-- Task objective --
Search the records for the string "Hapa", and show each line where it appears.

-- Record excerpts --
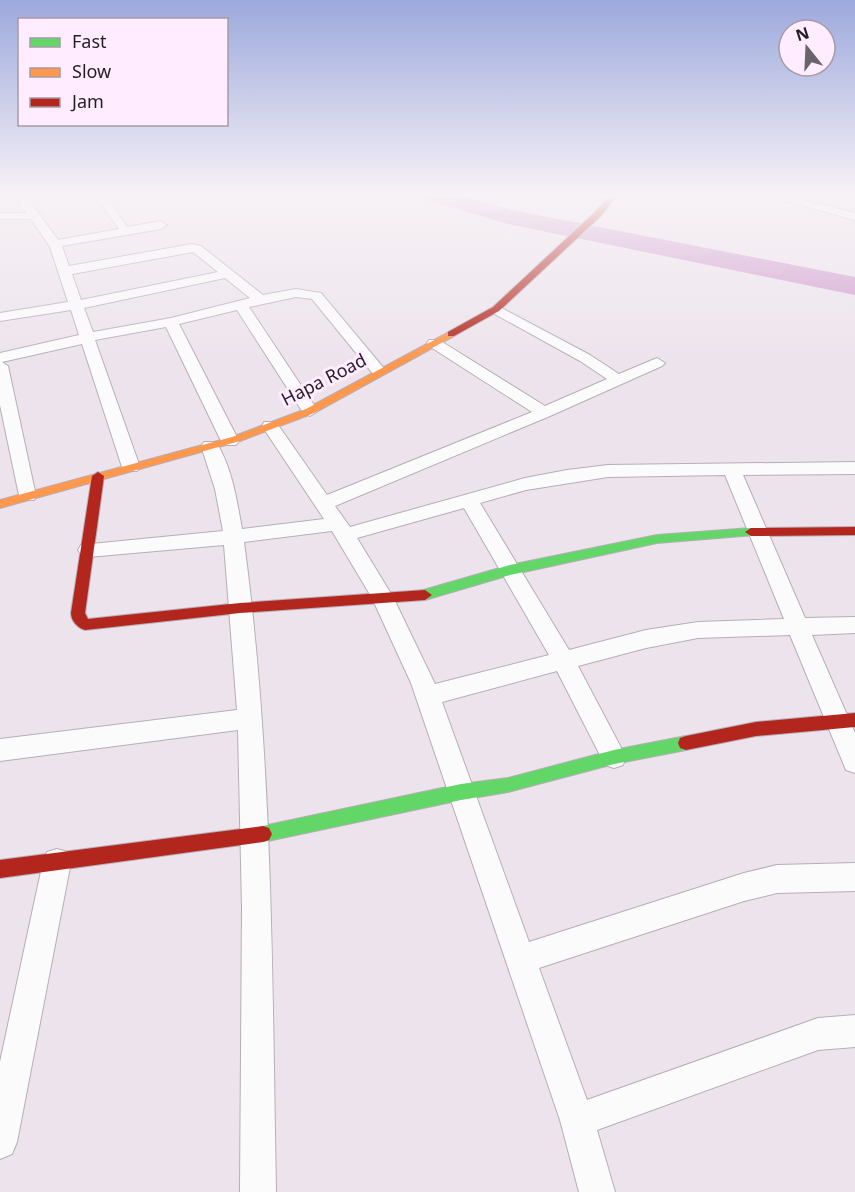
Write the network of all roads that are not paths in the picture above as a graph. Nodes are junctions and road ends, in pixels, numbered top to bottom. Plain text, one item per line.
1 (56, 250) edge
2 (174, 250) edge
3 (198, 250) edge
4 (560, 250) edge
5 (65, 271) junction
6 (228, 274) junction
7 (260, 300) junction
8 (76, 305) junction
9 (241, 305) junction
10 (496, 309) junction
11 (0, 317) edge
12 (171, 322) junction
13 (85, 339) junction
14 (434, 343) junction
15 (0, 358) edge
16 (657, 363) dead end
17 (0, 366) edge
18 (379, 372) junction
19 (618, 380) junction
20 (310, 411) junction
21 (544, 413) junction
22 (270, 426) junction
23 (220, 443) junction
24 (131, 467) junction
25 (855, 468) edge
26 (731, 469) junction
27 (98, 476) junction
28 (27, 496) junction
29 (469, 500) junction
30 (0, 504) edge
31 (335, 521) junction
32 (855, 531) edge
33 (757, 532) junction
34 (234, 537) junction
35 (88, 550) junction
36 (510, 570) junction
37 (382, 597) junction
38 (240, 608) junction
39 (855, 625) edge
40 (798, 627) junction
41 (563, 660) junction
42 (428, 696) junction
43 (251, 718) junction
44 (846, 720) edge
45 (0, 750) edge
46 (614, 757) junction
47 (855, 762) edge
48 (461, 792) junction
49 (254, 836) junction
50 (57, 862) junction
51 (0, 869) edge
52 (855, 877) edge
53 (521, 959) junction
54 (855, 1031) edge
55 (577, 1120) junction
56 (0, 1142) edge
57 (258, 1192) edge
58 (597, 1192) edge

1 - 5 street
2 - 5 street
3 - 6 street
4 - 10 street, Hapa Road
5 - 8 street
6 - 7 street
6 - 8 street
7 - 9 street
7 - 18 street
8 - 11 street
8 - 13 street
9 - 12 street
9 - 20 street
10 - 14 street, Hapa Road
10 - 19 street
12 - 13 street
12 - 23 street
13 - 15 street
13 - 24 street
14 - 18 street, Hapa Road
14 - 21 street
16 - 19 street
17 - 28 street
18 - 20 street, Hapa Road
19 - 21 street
20 - 22 street, Hapa Road
21 - 31 street
22 - 23 street, Hapa Road
22 - 31 street
23 - 24 street, Hapa Road
23 - 34 street
24 - 27 street, Hapa Road
25 - 26 street
26 - 29 street
26 - 33 street
27 - 28 street, Hapa Road
27 - 35 street
28 - 30 street, Hapa Road
29 - 31 street
29 - 36 street
31 - 34 street
31 - 37 street
32 - 33 street
33 - 36 street
33 - 40 street
34 - 35 street
34 - 38 street
35 - 38 street
36 - 37 street
36 - 41 street
37 - 38 street
37 - 42 street
38 - 43 street
39 - 40 street
40 - 41 street
40 - 44 street
41 - 42 street
41 - 46 street
42 - 48 street
43 - 45 street
43 - 49 street
44 - 46 street
44 - 47 street
46 - 48 street
48 - 49 street
48 - 53 street
49 - 50 street
49 - 57 street
50 - 51 street
50 - 56 street
52 - 53 street
53 - 55 street
54 - 55 street
55 - 58 street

-- Answer space --
4 - 10 street, Hapa Road
10 - 14 street, Hapa Road
14 - 18 street, Hapa Road
18 - 20 street, Hapa Road
20 - 22 street, Hapa Road
22 - 23 street, Hapa Road
23 - 24 street, Hapa Road
24 - 27 street, Hapa Road
27 - 28 street, Hapa Road
28 - 30 street, Hapa Road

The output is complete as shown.